Energy flow in an Ecosystem Trophic Levels

Energy Flow in an Ecosystem

All living things need energy. Some biotic factors get their energy from the sun, while some eat other biotic factors. As a result energy is always flowing in ecosystems. This flow of energy can be represented with food chains and food webs. For most ecosystems, the ultimate energy source is the sun. As you move from one organism to another you move up trophic levels.  For example, moving from a plant to an animal would be an example of moving up a trophic level.


Let’s take a look at trophic levels.


Producers are organisms that use photosynthesis to create their energy from sunlight. They are the first trophic level in the food chain. Plants and algae are examples of producers.

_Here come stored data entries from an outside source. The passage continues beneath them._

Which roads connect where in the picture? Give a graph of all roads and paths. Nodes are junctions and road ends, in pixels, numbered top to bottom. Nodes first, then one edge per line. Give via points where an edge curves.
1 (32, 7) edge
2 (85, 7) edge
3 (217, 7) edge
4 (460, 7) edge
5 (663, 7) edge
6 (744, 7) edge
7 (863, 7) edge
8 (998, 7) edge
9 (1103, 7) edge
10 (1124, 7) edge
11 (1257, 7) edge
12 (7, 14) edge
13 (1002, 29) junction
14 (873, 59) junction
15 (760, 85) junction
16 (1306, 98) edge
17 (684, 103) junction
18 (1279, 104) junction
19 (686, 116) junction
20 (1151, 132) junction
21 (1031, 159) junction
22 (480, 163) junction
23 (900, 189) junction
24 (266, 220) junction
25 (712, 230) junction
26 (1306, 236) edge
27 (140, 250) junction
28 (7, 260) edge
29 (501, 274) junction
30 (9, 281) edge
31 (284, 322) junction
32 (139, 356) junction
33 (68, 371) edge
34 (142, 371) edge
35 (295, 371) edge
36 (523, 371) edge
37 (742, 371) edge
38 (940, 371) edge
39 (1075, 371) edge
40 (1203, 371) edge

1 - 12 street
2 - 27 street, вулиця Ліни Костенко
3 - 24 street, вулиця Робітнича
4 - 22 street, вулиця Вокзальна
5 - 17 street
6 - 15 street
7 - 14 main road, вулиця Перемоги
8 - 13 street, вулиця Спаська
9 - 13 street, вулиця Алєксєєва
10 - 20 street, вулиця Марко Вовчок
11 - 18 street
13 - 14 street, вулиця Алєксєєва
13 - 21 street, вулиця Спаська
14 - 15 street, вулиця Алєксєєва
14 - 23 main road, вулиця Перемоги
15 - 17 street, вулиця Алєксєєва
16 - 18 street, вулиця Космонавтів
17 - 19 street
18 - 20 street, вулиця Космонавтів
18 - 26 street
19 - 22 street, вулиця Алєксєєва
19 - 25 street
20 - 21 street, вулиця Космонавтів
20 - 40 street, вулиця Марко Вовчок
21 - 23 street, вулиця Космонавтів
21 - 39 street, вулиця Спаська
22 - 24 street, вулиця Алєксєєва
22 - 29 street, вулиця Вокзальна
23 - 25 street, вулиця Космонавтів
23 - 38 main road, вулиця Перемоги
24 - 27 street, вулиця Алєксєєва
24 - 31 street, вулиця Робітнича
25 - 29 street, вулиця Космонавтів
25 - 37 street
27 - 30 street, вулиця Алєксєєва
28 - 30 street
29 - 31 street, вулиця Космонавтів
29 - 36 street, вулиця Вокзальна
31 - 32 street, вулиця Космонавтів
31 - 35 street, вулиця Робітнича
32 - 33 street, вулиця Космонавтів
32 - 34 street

Consumers are organisms that cannot produce their energy and must eat other organisms to obtain energy. Consumers are divided into different trophic levels based on their position in the food chain:

  • Primary Consumers: These are organisms that eat producers. They are the second trophic level in the food chain. Grasshoppers and rabbits are examples of primary consumers.
  • Secondary Consumers: These are organisms that eat primary consumers. They are the third trophic level in the food chain. Snakes and birds are examples of secondary consumers.
  • Tertiary Consumers: These are organisms that eat secondary consumers. They are the fourth trophic level in the food chain. Wolves and bears are examples of tertiary consumers.
trophic levels

As you move from one trophic level to another you lose roughly 90 percent of the energy.

This is known as the 10 percent rule.

For example, if you start with 1000 Joules and a grasshopper eats the plants only 10 Joules will be transferred, and if a bird eats the insect only 1 Joule will be transferred.

Where does this energy go? 

 The energy flow in an ecosystem follows the laws of thermodynamics.

The first law states that energy cannot be created or destroyed in an isolated system however it can be converted from one form to another.

The second law states that this energy conversion is never completely efficient.

As a result, most energy is lost as heat.